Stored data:
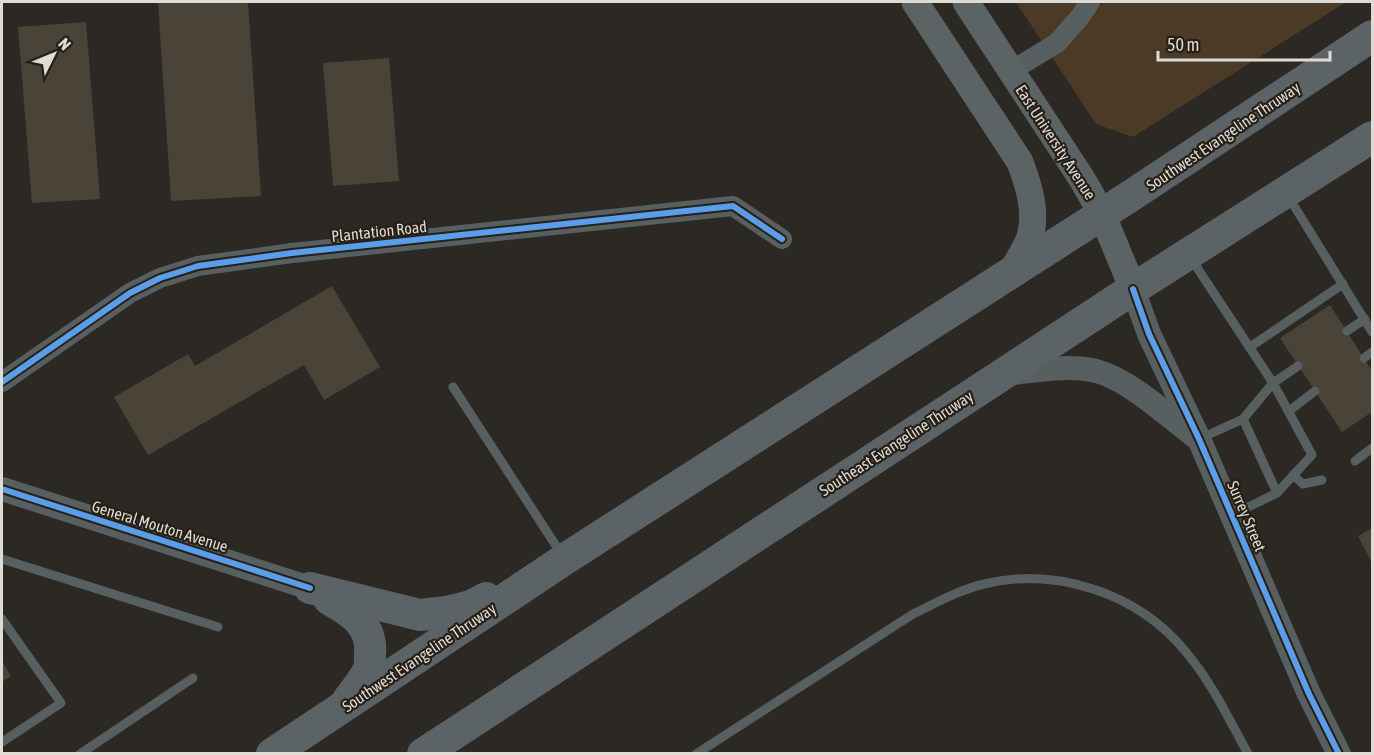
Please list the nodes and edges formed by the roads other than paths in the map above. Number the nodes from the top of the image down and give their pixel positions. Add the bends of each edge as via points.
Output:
1 (915, 2) edge
2 (966, 2) edge
3 (1090, 2) edge
4 (1372, 36) edge
5 (1011, 71) junction
6 (1372, 137) edge
7 (1286, 192) junction
8 (1102, 214) junction
9 (782, 239) dead end
10 (1188, 254) junction
11 (1011, 273) junction
12 (1343, 284) junction
13 (1133, 289) junction
14 (1365, 319) junction
15 (1347, 331) dead end
16 (1372, 332) edge
17 (1250, 347) junction
18 (1298, 366) dead end
19 (1002, 374) junction
20 (2, 382) edge
21 (1273, 383) junction
22 (453, 387) dead end
23 (1315, 391) dead end
24 (1289, 411) junction
25 (1243, 419) junction
26 (1199, 439) junction
27 (1372, 448) edge
28 (1355, 461) dead end
29 (1293, 475) junction
30 (1322, 480) dead end
31 (2, 489) edge
32 (1277, 492) junction
33 (1232, 515) junction
34 (565, 559) junction
35 (2, 560) edge
36 (310, 588) junction
37 (2, 619) edge
38 (218, 627) dead end
39 (193, 678) dead end
40 (344, 706) junction
41 (2, 742) edge
42 (80, 753) edge
43 (272, 753) edge
44 (423, 753) edge
45 (696, 753) edge
46 (1248, 753) edge
47 (1339, 753) edge

1 - 11 main road via 1020,162 1030,188 1033,212 1029,239
2 - 5 main road, East University Avenue
3 - 5 street via 1057,43
4 - 8 highway, Southwest Evangeline Thruway
5 - 8 main road, East University Avenue
6 - 7 highway, Southeast Evangeline Thruway
7 - 10 highway, Southeast Evangeline Thruway
7 - 12 lane
8 - 11 highway
8 - 13 main road, East University Avenue
9 - 20 street, Plantation Road via 733,206 198,266 130,293
10 - 13 highway, Southeast Evangeline Thruway
10 - 17 lane
11 - 34 highway
12 - 14 lane
12 - 17 lane
13 - 19 highway, Southeast Evangeline Thruway
13 - 26 street, Surrey Street via 1149,334
14 - 15 lane
14 - 16 lane
17 - 21 lane
18 - 21 lane
19 - 26 street via 1093,370 1140,394
19 - 44 highway, Southeast Evangeline Thruway
21 - 24 lane
21 - 25 lane
22 - 34 lane
23 - 24 lane
24 - 29 lane via 1312,454
25 - 26 lane
25 - 32 lane
26 - 33 street, Surrey Street
27 - 28 lane
29 - 30 lane via 1303,484
29 - 32 lane
31 - 36 street, General Mouton Avenue
32 - 33 lane
33 - 47 street, Surrey Street via 1309,694
34 - 36 highway via 471,606 420,615
34 - 40 highway, Southwest Evangeline Thruway
35 - 38 lane
36 - 40 highway via 351,612 367,629 371,648 369,668
37 - 41 lane via 61,703
39 - 42 lane
40 - 43 highway, Southwest Evangeline Thruway
45 - 46 lane via 913,614 984,584 1022,578 1060,580 1095,590 1128,603 1159,623 1209,682

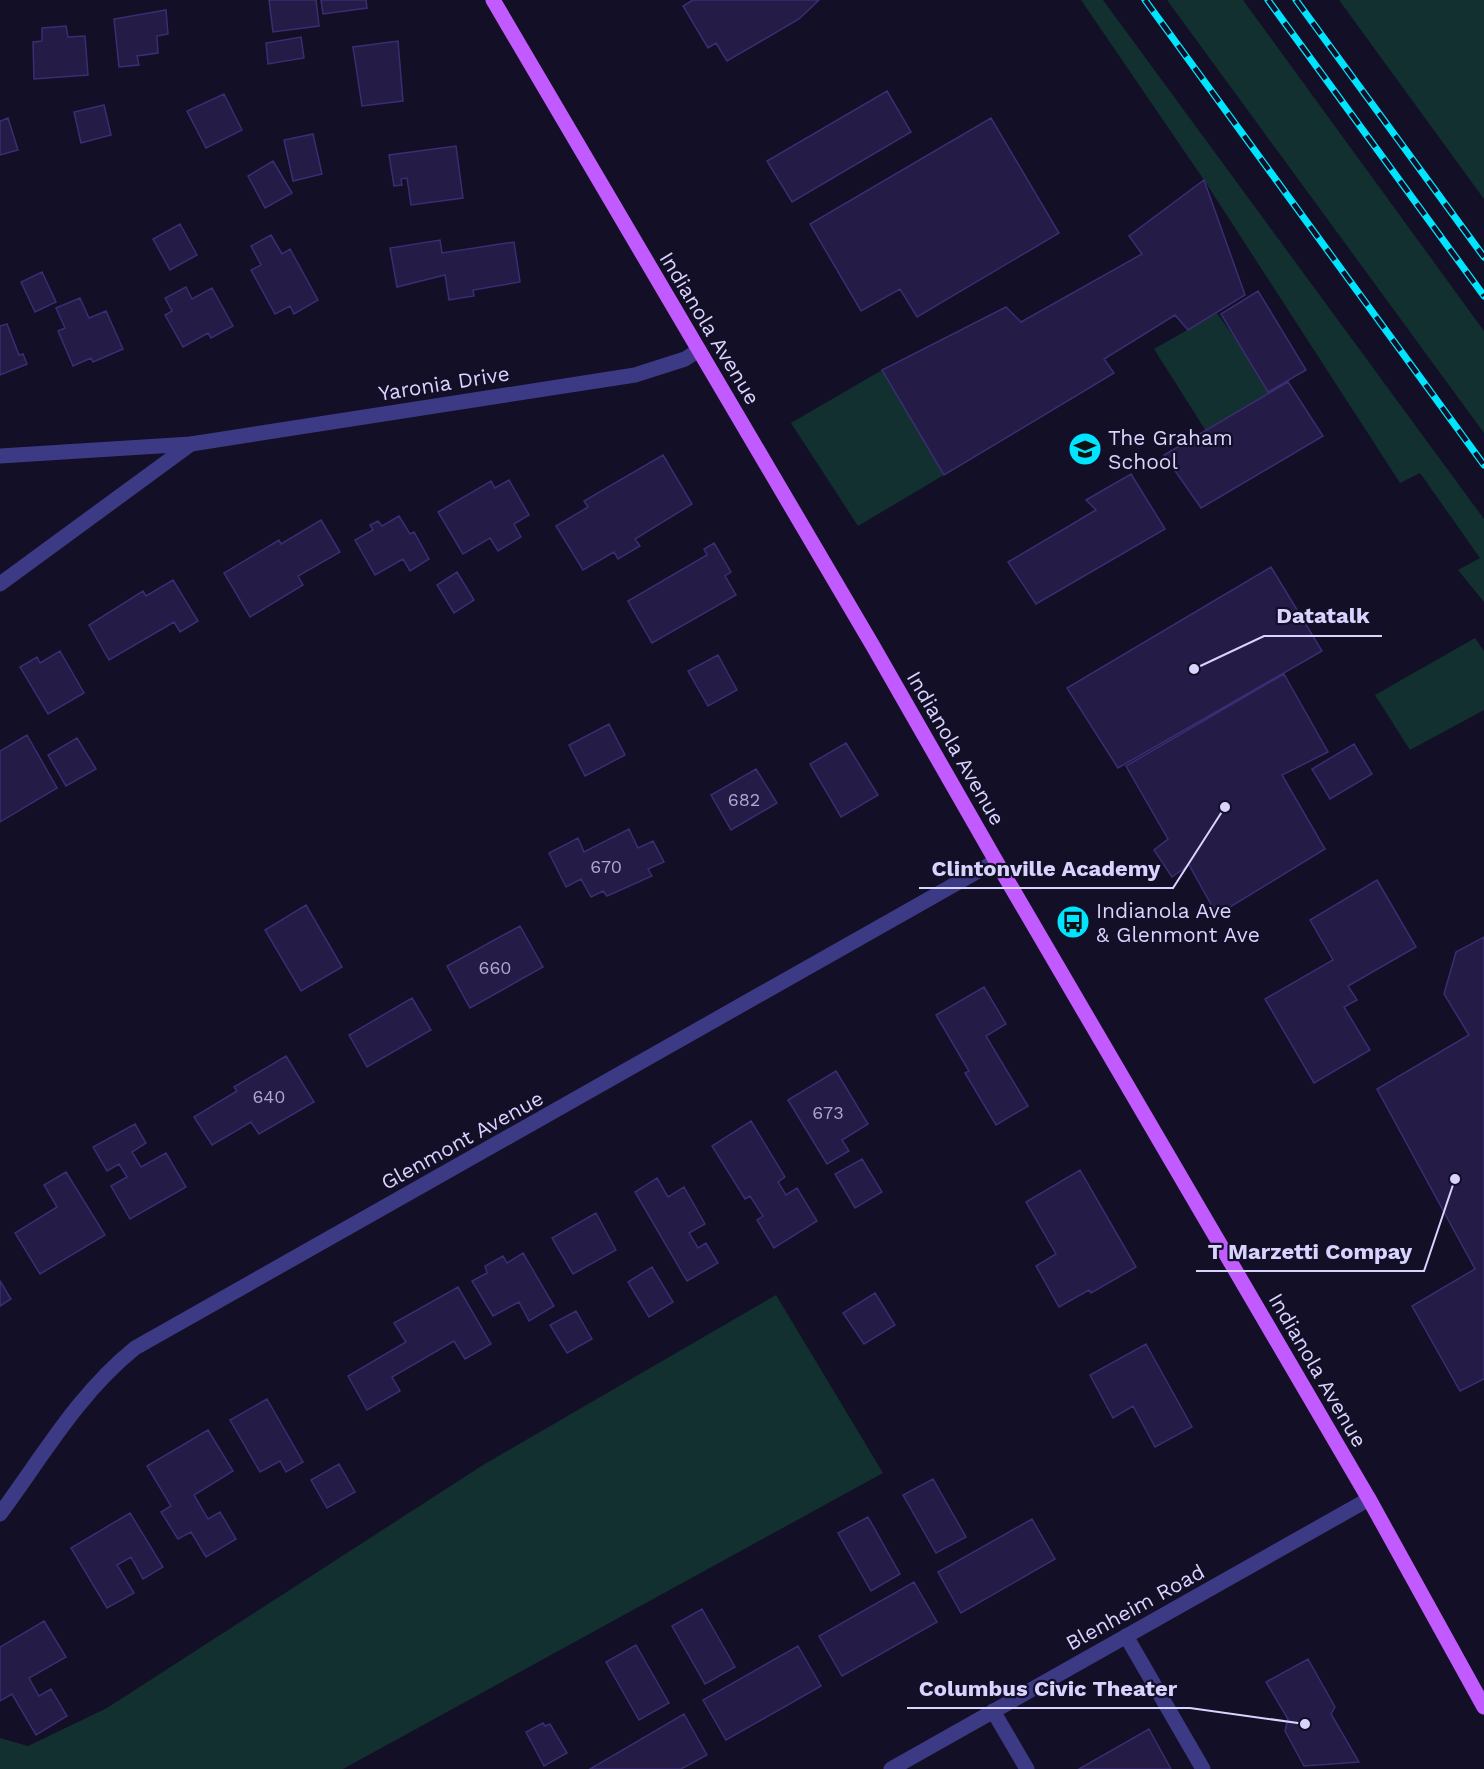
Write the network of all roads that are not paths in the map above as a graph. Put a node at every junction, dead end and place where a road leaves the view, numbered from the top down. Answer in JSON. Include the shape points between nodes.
{"nodes":[{"id":1,"x":493,"y":0,"type":"edge"},
{"id":2,"x":699,"y":350,"type":"junction"},
{"id":3,"x":191,"y":444,"type":"junction"},
{"id":4,"x":0,"y":456,"type":"edge"},
{"id":5,"x":0,"y":584,"type":"edge"},
{"id":6,"x":996,"y":861,"type":"junction"},
{"id":7,"x":1369,"y":1499,"type":"junction"},
{"id":8,"x":0,"y":1514,"type":"edge"},
{"id":9,"x":1126,"y":1636,"type":"junction"},
{"id":10,"x":1484,"y":1707,"type":"edge"},
{"id":11,"x":993,"y":1711,"type":"junction"},
{"id":12,"x":891,"y":1769,"type":"edge"},
{"id":13,"x":1027,"y":1769,"type":"edge"},
{"id":14,"x":1203,"y":1769,"type":"edge"}],
"edges":[{"from":1,"to":2,"type":"main road","name":"Indianola Avenue"},
{"from":2,"to":3,"type":"street","name":"Yaronia Drive","via":[[685,359],[635,375]]},
{"from":2,"to":6,"type":"main road","name":"Indianola Avenue"},
{"from":3,"to":4,"type":"street","name":"Yaronia Drive"},
{"from":3,"to":5,"type":"street"},
{"from":6,"to":7,"type":"main road","name":"Indianola Avenue"},
{"from":6,"to":8,"type":"street","name":"Glenmont Avenue","via":[[135,1348],[85,1394]]},
{"from":7,"to":9,"type":"street","name":"Blenheim Road"},
{"from":7,"to":10,"type":"main road","name":"Indianola Avenue"},
{"from":9,"to":11,"type":"street","name":"Blenheim Road"},
{"from":9,"to":14,"type":"street"},
{"from":11,"to":12,"type":"street","name":"Blenheim Road"},
{"from":11,"to":13,"type":"street"}]}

What to produce:
Return, from the entries, each line that holds "above".

Task answer:
Please list the nodes and edges formed by the roads other than paths in the map above. Number the nodes from the top of the image down and give their pixel positions. Add the bends of each edge as via points.
Write the network of all roads that are not paths in the map above as a graph. Put a node at every junction, dead end and place where a road leaves the view, numbered from the top down. Answer in JSON. Include the shape points between nodes.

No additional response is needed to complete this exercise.